For years I could not visit Boston. The pain was too great, the ghosts too many. Haunted by the memories of failed relationships, of devastating broken hearts, and of shattered dreams, the thought of returning to the scene of the crime simply filled me with too much dread. I had moved forward to new cities, new adventures with new lives and new friends, where I was living new memories and trying to forget the tragedy of fore. I was attempting, determinedly and desperately, to birth a new Jeannie.

But over time, the pull of family obligations and unexpected job opportunities would find me back in Boston, walking reluctantly through my old closets, trying to dodge the skeletons. Try as I might to avoid my old haunts, the pull of unresolved emotion would sometimes be too great to resist. I would find myself walking in a fog of mental haze through old neighborhoods, past old apartments, and stepping right through time portals that would carry me straight back to the scene of so many memories, so many palpable emotions. I tasted them, more bitter than sweet. I smelled them, more sour than succulent. Though they were done and dead, I relived them, painfully and tragically, over and over.

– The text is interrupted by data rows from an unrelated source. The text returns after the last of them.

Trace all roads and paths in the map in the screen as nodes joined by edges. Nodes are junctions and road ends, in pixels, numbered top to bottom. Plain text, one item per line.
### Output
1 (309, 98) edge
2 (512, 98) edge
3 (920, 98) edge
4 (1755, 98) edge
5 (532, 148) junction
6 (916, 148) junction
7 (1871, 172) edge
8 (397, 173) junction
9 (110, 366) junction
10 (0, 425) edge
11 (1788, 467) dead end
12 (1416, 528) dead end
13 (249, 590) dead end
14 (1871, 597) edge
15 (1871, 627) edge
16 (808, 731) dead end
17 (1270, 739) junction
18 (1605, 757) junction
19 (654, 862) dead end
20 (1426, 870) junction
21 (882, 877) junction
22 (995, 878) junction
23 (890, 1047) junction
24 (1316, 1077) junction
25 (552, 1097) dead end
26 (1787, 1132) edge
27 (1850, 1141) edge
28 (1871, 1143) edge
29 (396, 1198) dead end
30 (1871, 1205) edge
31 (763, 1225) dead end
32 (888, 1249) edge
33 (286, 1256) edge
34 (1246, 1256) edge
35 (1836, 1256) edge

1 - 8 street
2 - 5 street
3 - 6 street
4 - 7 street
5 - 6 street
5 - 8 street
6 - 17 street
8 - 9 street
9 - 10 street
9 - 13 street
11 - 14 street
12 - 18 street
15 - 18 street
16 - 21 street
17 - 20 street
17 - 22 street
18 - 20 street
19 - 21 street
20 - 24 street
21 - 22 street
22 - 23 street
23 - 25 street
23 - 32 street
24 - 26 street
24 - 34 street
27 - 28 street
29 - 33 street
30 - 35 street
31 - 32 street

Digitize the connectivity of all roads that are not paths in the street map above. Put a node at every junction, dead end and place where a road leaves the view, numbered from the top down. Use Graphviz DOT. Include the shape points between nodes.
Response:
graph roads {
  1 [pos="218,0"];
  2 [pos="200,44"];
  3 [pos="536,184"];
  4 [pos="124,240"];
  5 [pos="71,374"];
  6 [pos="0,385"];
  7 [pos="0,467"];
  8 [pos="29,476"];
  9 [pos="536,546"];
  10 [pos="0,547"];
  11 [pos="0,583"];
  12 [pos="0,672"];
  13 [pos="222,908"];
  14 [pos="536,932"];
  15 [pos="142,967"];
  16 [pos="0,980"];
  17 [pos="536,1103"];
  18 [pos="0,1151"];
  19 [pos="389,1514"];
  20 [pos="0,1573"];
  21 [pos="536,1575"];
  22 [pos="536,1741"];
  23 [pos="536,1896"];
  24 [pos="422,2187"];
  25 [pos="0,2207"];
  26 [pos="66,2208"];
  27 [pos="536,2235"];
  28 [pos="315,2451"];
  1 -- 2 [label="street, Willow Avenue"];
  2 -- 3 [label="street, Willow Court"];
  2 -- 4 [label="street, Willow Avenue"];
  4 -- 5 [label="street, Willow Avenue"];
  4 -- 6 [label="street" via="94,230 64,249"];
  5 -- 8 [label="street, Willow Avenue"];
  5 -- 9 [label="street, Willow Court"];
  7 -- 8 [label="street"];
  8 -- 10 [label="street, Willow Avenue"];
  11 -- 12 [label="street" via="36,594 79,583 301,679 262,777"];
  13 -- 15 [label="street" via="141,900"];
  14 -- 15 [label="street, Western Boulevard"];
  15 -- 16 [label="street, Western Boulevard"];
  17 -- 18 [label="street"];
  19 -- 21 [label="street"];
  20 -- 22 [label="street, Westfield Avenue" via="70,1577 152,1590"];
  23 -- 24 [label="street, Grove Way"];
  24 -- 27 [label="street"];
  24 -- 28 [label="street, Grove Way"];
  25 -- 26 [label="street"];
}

I couldn’t go to that restaurant, for that was where I met “him.” That patch of grass was where we lay looking for shooting stars. That video store was where I mustered up the guts to talk to “him.” That park was where we broke up. That subway was what we would ride, holding hands. That store was where we walked by the sweet kitty in the window. That bar was where we shared our first kiss. And that stoop was where I said good-bye, wiping the tears from “his” eyes. It seemed everywhere I looked there were reminders of love lost, of best friends tragically ripped from my life.

Photo attributed to Flickr User Helmut Kaczmarek.

But the years went by and as it always does, time began to heal all wounds, little by little. One city, then another city, and then a third city, and I had created three new versions of Jeannie, each a little different than the first. I was slowly becoming a different person. I was meeting new people, having new experiences, creating new memories, making new friends, living entirely different lives. Eventually, I was no longer that same Jeannie who had lain on that patch of grass or stood on that stoop. Though that person would always be a part of me, she had transformed and blossomed into a new creature, a stronger and more resilient being, shaped by the landscape of life.

This year, family would find me returning to Boston, now a hard-to-imagine 9 years since I’d left. And I unexpectedly found myself excited to return. I was excited to visit with family, to smell the salty sea air, to walk around the quaint cobblestone streets with their charming colonial houses. I looked forward to creating new memories.

Boston Public Garden

Once there, my family and I set right out to experience all that the beautiful city of Boston has to offer: walks through the Boston Public Garden, under my favorite weeping willow trees; strolling past the old row-houses of Back Bay; romping through the historic streets of Beacon Hill with their adorable gas lanterns; walking along the waterfront taking in the sweet smell of salty air as we watched the boats come and go. I felt no need to re-visit my old haunts, I somehow knew that those graves did not need to be walked on.

But as we strolled about, all over the city, we inevitably happened upon several of the spots of my past trials. Not sure how I would feel, I was somewhat surprised and delighted to find myself smiling. Those memories that had once been painful, were no longer. What had once filled my heart with deep, debilitating pain, now instead filled my heart with peace and love. I thought about the memories, and the people behind them, and to my shock I found myself filled with nothing but fondness for them. I realized in that instant that the old Jeannie had integrated with the new Jeannie.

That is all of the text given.